Chi vuole staccare completamente dal caldo estivo e dal turismo balneare può orientarsi verso l’interno. Il Parco Nazionale della Sila è uno dei luoghi più amati dagli escursionisti della regione: boschi di pini larici e faggete, laghi artificiali e praterie d’alta quota regalano un’atmosfera quasi alpina, a pochi chilometri dal mare. È l’ideale per chi vuole un weekend all’aria aperta, con possibilità di trekking, mountain bike e, con un po’ di fortuna, avvistamenti di cervi e rapaci.

Sul versante opposto, l’Aspromonte offre gole, cascate e borghi come Gerace o Bova, meno conosciuti ma di grande fascino, perfetti per un weekend fuori dai circuiti più affollati.
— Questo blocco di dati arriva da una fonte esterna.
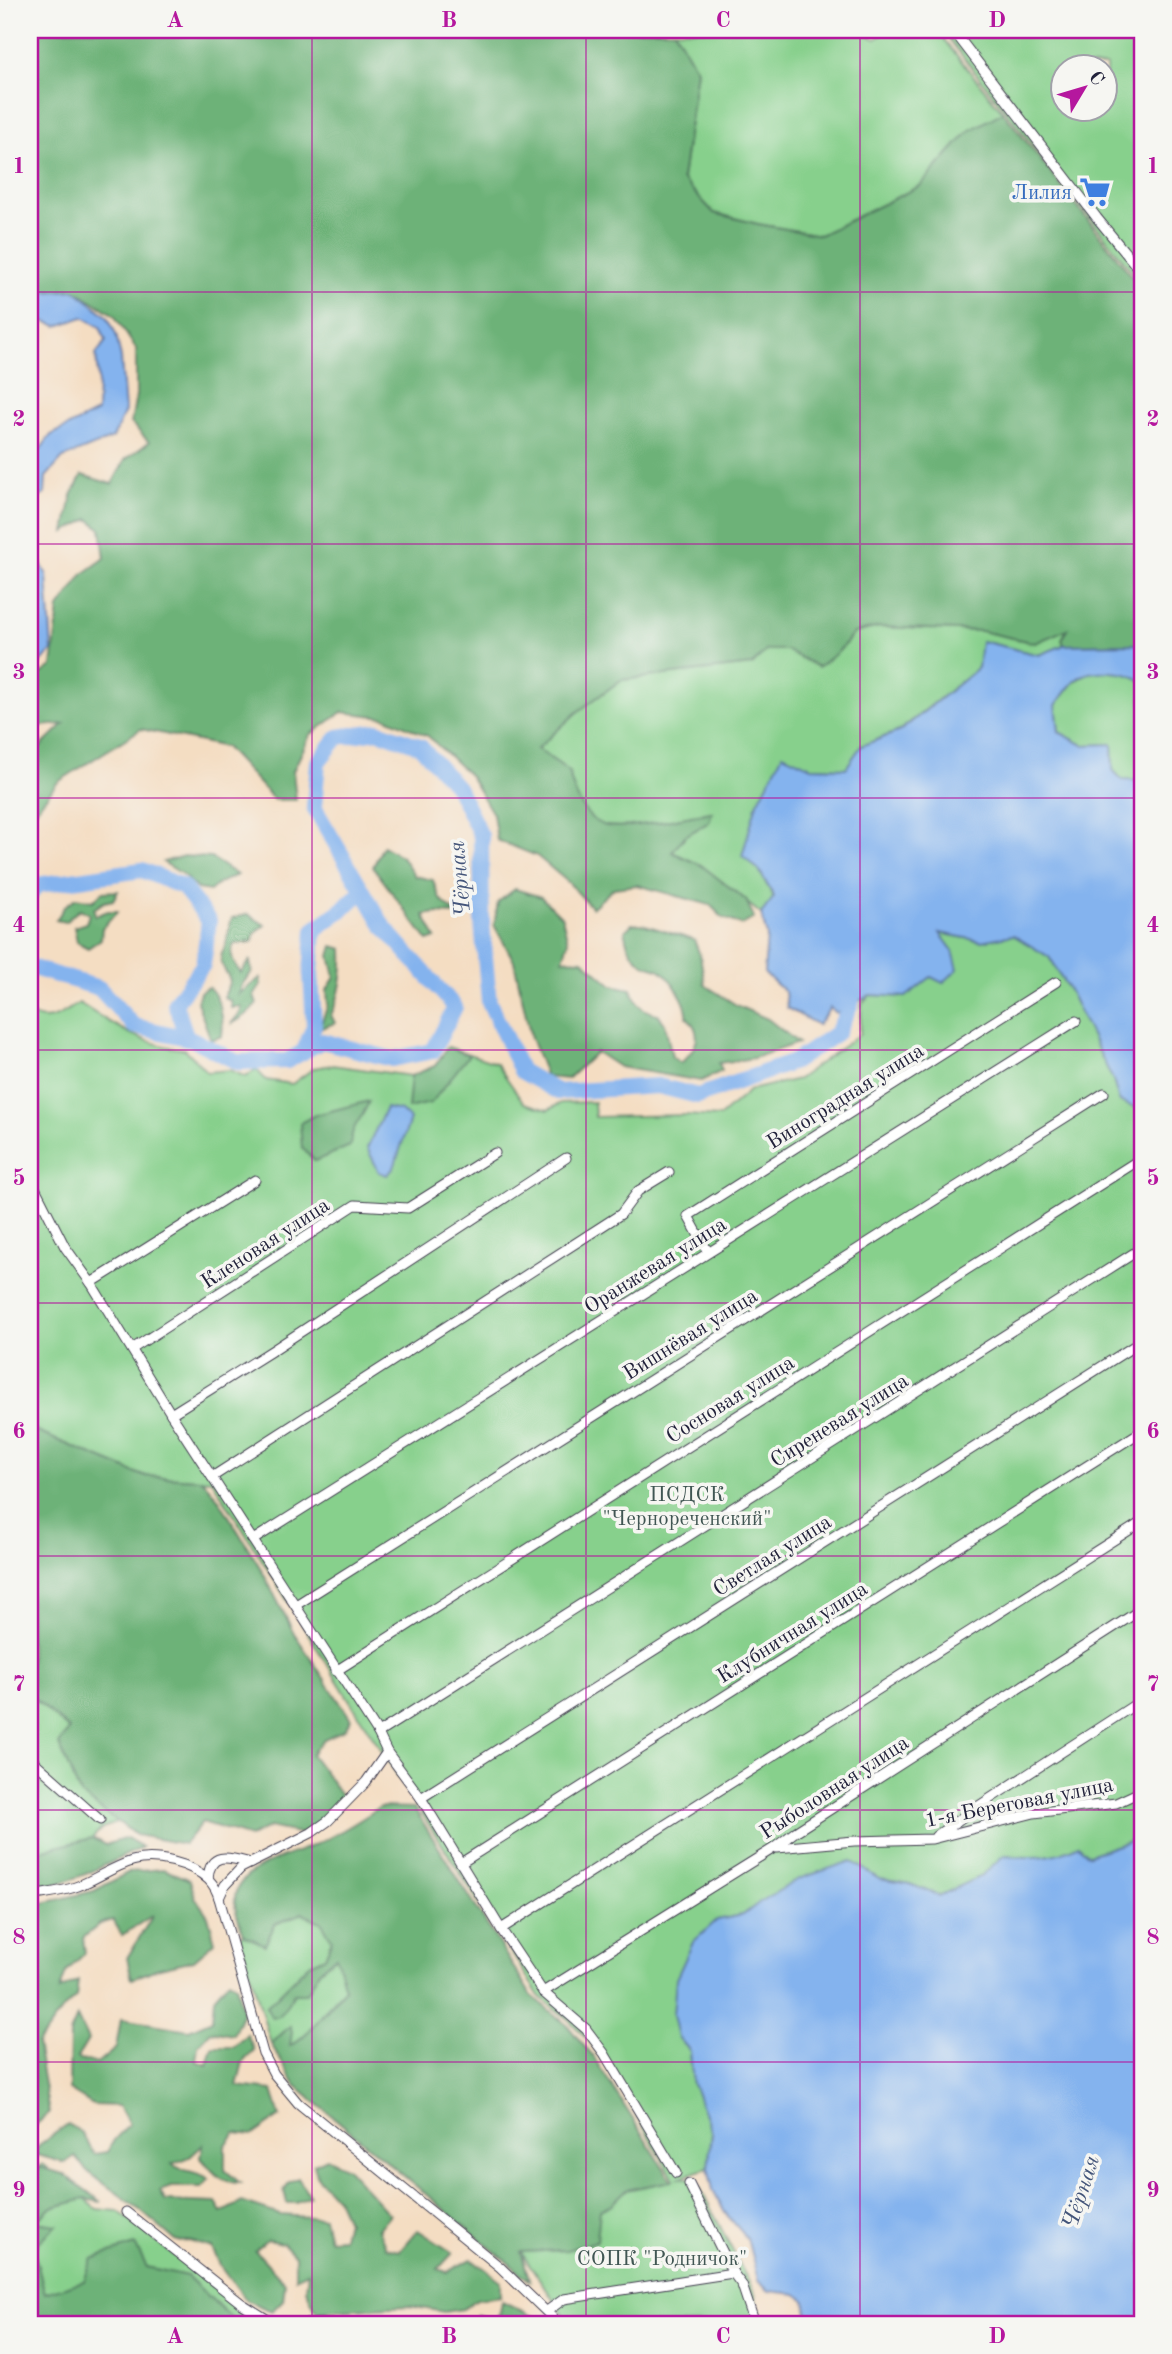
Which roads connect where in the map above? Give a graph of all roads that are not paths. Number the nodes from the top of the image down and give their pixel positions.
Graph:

Cosa fare in un weekend in Calabria: le esperienze da non perdere

Oltre alle mete classiche, un weekend calabrese si arricchisce con alcune esperienze che raccontano davvero il territorio:

  • Gite in barca lungo la Costa degli Dei, fino all’Isola di Dino o alle grotte marine della costa tirrenica.
  • Canoa e kayak sul fiume Lao o lungo le coste di Caminia e Tropea, per chi vuole vivere il mare da un’altra prospettiva.
  • Tour enogastronomici, con degustazioni di vini locali come il Cirò, il Greco di Bianco e il Moscato di Saracena, oltre ai liquori tipici della tradizione.
  • Corsi di cucina calabrese, spesso organizzati da famiglie del posto, per imparare a fare la pasta a mano o la ‘nduja.
  • Workshop artigianali, tra ceramica, tessitura e lavorazione della liuteria tradizionale, soprattutto nei borghi dell’entroterra.

Per gli eventi, puoi consultare il calendario eventi: tra festival musicali sulla costa, sagre di paese e rassegne cinematografiche, capita spesso di imbattersi in un evento capace di trasformare una semplice serata in un ricordo del viaggio.

Dove dormire per un weekend in Calabria

La scelta dell’alloggio incide molto sulla qualità di un soggiorno breve.

Per un weekend di mare, conviene puntare su strutture vicine al centro storico o al lungomare delle località principali, così da potersi muovere a piedi la sera senza dover riprendere l’auto.

Per un weekend nei borghi, invece, meglio orientarsi su piccoli b&b o agriturismi immersi nel paesaggio, spesso più autentici di un hotel di grandi dimensioni e capaci di offrire anche colazioni e cene con prodotti locali.

Consigli pratici per organizzare il weekend

  • Scegli prima la zona, poi l’itinerario: provare a coprire più aree della regione in due giorni porta via tempo prezioso in spostamenti.
  • Prenota parcheggio e alloggio in anticipo nelle località più gettonate come Tropea e Chianalea, che in alta stagione possono diventare caotiche.
  • Studia bene il percorso se viaggi in auto: alcune strade costiere sono trafficate in estate, e conviene tenere conto anche delle feste locali che possono rallentare la viabilità.
  • Porta scarpe comode: molti dei borghi più belli si visitano solo a piedi, tra vicoli stretti e scalinate.
  • Non sottovalutare la sera: molte delle esperienze più suggestive, dai tramonti dal Castello Ruffo alle cene in riva al mare, si vivono proprio dopo il tramonto.

Conclusione

Un weekend in Calabria non basta per vedere tutto, e va bene così: la regione si presta meglio a un assaggio mirato che a una corsa contro il tempo.

Che si scelga la costa, un borgo sospeso sulla roccia o l’aria fresca della Sila, la chiave è concentrarsi su un’unica area e viverla con calma.

Domande frequenti

Qual è la meta migliore per un weekend in Calabria?

Dipende dal tipo di vacanza: Tropea e la Costa degli Dei per il mare, Reggio Calabria e Scilla per mare e cultura insieme, la Sila per un weekend all’aria aperta in montagna.

Due giorni bastano per visitare la Calabria?

Non per vedere tutta la regione, ma sono sufficienti per esplorare bene un’unica area, ad esempio la Riviera dei Cedri o lo Stretto di Messina.

Cosa non perdere in un weekend in Calabria?

Un borgo marinaro come Scilla o Chianalea, una spiaggia iconica come l’Arcomagno o Tropea, e almeno un’esperienza enogastronomica locale.